I think truthfully it comes from always wanting to prove myself and finally feeling like I've proved myself to myself. I think the Olympics in '08 and with every step you add to it, even the [WNBA's New York] Liberty, what I was able to do last summer with the Liberty, I'm always looking to prove myself. And so I guess at this point in my career I feel like I don't need to do that anymore. There's nobody pushing on my back to force me to prove myself. I finally feel like I've done that, and that this next step is going to be done with care and determination, but realizing that the hand on my back is me.
I think after that gold medal, it was, "Breathe, take it in and really enjoy this."

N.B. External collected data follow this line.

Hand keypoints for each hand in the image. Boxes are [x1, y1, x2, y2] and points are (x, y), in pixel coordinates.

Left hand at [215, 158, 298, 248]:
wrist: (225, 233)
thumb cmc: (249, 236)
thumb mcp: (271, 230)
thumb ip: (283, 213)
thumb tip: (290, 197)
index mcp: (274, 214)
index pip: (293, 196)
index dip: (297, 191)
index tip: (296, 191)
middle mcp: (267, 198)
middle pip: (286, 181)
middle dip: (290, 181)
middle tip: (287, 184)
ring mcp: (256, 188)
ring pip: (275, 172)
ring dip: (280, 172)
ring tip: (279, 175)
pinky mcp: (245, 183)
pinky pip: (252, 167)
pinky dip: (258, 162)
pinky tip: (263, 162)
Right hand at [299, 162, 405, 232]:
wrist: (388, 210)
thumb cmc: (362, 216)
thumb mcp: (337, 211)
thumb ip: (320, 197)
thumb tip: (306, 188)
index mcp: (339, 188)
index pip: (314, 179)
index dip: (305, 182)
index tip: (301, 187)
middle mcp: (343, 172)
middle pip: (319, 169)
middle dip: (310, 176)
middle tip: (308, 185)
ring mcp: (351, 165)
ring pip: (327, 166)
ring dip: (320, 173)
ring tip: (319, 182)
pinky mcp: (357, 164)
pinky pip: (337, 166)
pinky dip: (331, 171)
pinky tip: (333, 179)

Of course I have my days here where I'm like, "When am I ever going to get this done?" But for the most part, I think I have a plan in my head that has worked in the past. And so if I just calmly continue with the plan, and continue with what's gotten me to this point in my career, it'll happen.
I know that a lot of people kind of come back to that -- you've done it in the pros, you've done it with USA Basketball, the college piece, you know, going to win a championship in college. I think I'm realistic to know that that may or may not happen. I guess that's the other thing I've learned. It's like there's so much luck involved with the process and the plan and the goals and the checklist and all that. There's a lot of luck that's involved, too. This is something I haven't done, I haven't tackled. So yes, I guess that that is true. There's some truth to that. But do I have to win a national championship to have another feather in a hat or, you know, make my legacy stand out? Not really. I really, truly am so challenged by the process now. And I hope the winning comes and I hope this program is something that we can all look back in five, 10 years and say, "Yeah, we really grew it," but it doesn't have to be national championship to make this the right move.

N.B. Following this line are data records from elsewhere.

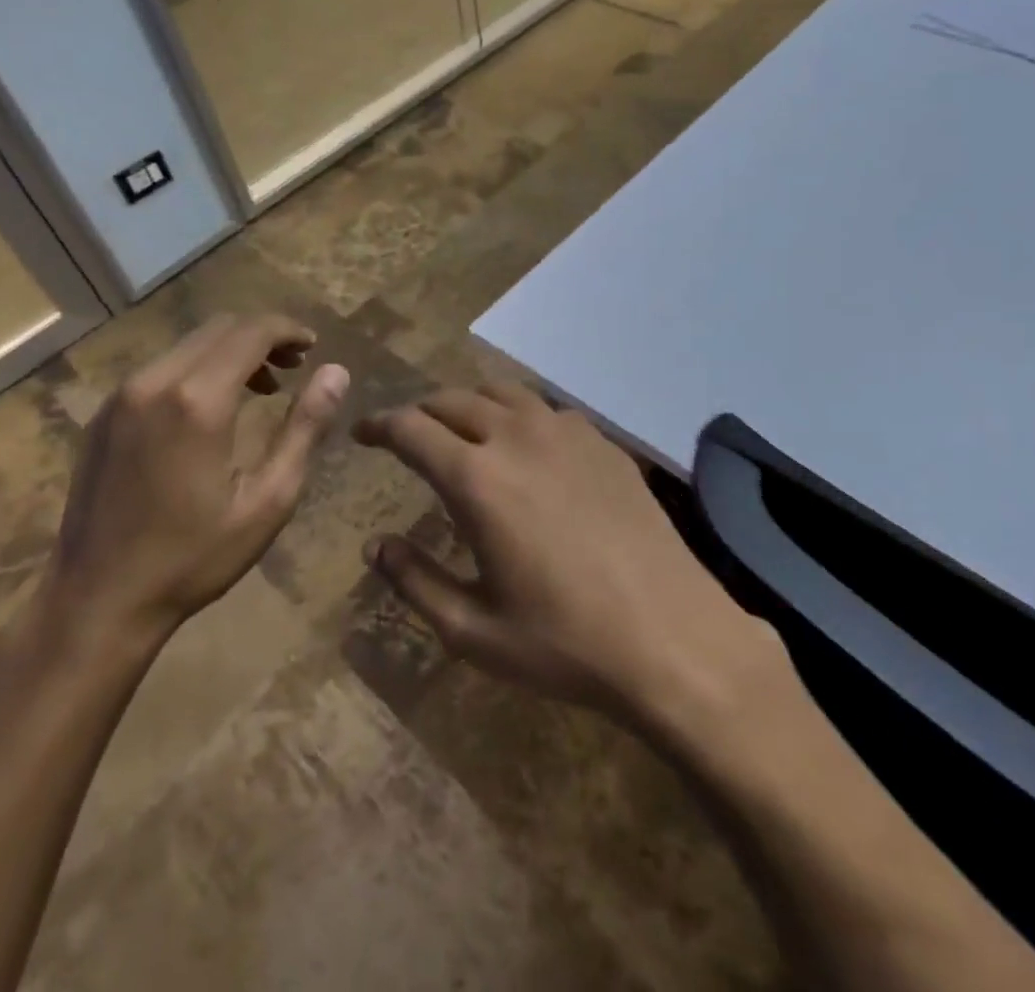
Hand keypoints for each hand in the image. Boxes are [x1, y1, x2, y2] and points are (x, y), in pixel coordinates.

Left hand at [39, 313, 348, 653]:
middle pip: (218, 328)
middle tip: (293, 367)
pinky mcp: (104, 415)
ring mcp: (121, 397)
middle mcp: (154, 382)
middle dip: (262, 336)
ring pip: (188, 345)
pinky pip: (160, 368)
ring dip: (230, 352)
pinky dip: (197, 368)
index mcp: (197, 400)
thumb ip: (305, 428)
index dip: (287, 330)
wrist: (97, 600)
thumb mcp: (268, 500)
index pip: (250, 332)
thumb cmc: (193, 557)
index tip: (312, 347)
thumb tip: (336, 372)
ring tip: (261, 388)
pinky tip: (211, 408)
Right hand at [355, 382, 781, 729]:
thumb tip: (375, 547)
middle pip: (453, 400)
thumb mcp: (473, 630)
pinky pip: (546, 410)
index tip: (363, 433)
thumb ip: (415, 582)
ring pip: (502, 393)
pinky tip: (526, 448)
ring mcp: (566, 432)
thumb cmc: (564, 642)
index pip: (411, 429)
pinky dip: (519, 416)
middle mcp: (518, 437)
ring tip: (461, 430)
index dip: (379, 425)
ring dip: (470, 404)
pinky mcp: (603, 441)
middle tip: (408, 435)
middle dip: (421, 412)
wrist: (671, 636)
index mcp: (477, 478)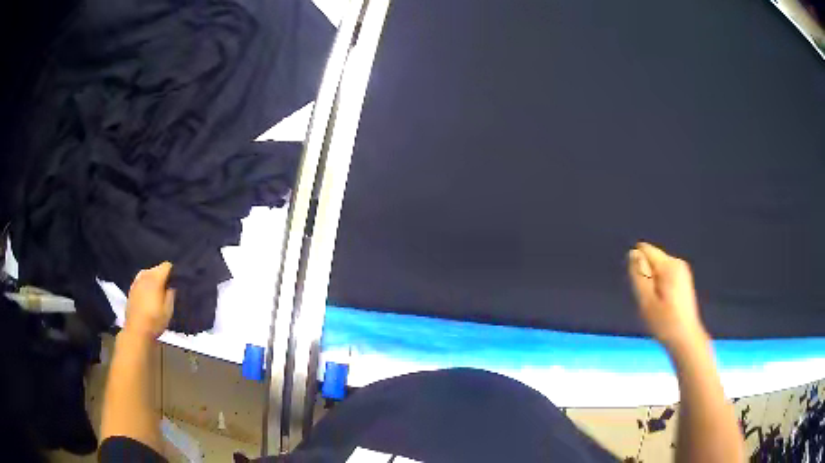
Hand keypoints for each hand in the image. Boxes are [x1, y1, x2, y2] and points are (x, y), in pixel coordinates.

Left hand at [125, 262, 174, 339]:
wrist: (136, 331)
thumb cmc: (154, 321)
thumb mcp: (168, 310)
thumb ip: (171, 294)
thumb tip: (172, 286)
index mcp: (155, 279)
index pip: (166, 266)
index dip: (173, 272)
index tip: (176, 282)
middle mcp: (145, 276)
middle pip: (156, 268)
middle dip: (163, 276)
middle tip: (167, 290)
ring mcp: (136, 282)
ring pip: (148, 274)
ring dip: (153, 280)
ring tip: (157, 292)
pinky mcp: (131, 289)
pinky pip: (141, 280)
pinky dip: (146, 284)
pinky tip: (147, 295)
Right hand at [627, 242, 706, 349]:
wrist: (686, 339)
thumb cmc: (665, 322)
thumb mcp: (646, 301)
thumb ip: (638, 275)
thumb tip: (633, 253)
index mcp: (669, 265)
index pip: (645, 249)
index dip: (636, 266)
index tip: (639, 288)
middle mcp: (677, 262)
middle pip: (652, 258)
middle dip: (645, 275)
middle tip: (647, 300)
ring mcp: (682, 271)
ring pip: (657, 268)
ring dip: (651, 283)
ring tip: (654, 304)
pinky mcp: (683, 280)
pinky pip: (664, 275)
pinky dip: (659, 287)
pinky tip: (662, 304)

I believe, one, that there is a god that's got it all under control, and that you don't have to control everything. I think the other thing is you don't have to prove yourself every day. Just take time along the path. Don't be so concerned about the list. Between each checkmark there's a lot of good stuff happening, so pay attention.
Coming back here, closer to my family, was a big reason. I enjoyed my life in Charlotte and Seattle, New York. I really enjoyed all the places that I've worked and where I lived. But as I've gotten older, family ... [is] a part of enjoying the path more. You've got to have people to enjoy it with. And being blessed with a big, close family, enjoying the path with them was part of it.
I'm one that can retire. I will be a happy retiree at some point in my life, I hope. I hear these other people that couldn't retire, couldn't sit still, have to do something. I could putz. I could be a putzer. I definitely have that side.
I don't feel like I've got a great missing hole because of what I've focused on. I have things to look forward to. I look forward to a slower pace at some point and being able to do some community work and be more involved. But I don't feel like there's anything I would change, or was a severe trade-off.
When I go to become a putzer, I don't know what it'll be. Maybe I'll be racing somebody to the nearest washing machine to make sure I get my load in first. I don't know. But I'm pretty confident that I'll be OK. I'll be able to have more time with my family, and my nieces and nephews. So maybe that would be the one area that has been the trade-off. By moving around all over the country and chasing my work goals, that has sacrificed, somewhat, family time. But I have been blessed. My family has come and been a part of a lot the great events that I've been at. But that would be where the putzer will kind of really, I think, thrive, is just having more quality time with people in my life.
I believe I have the best family on this planet.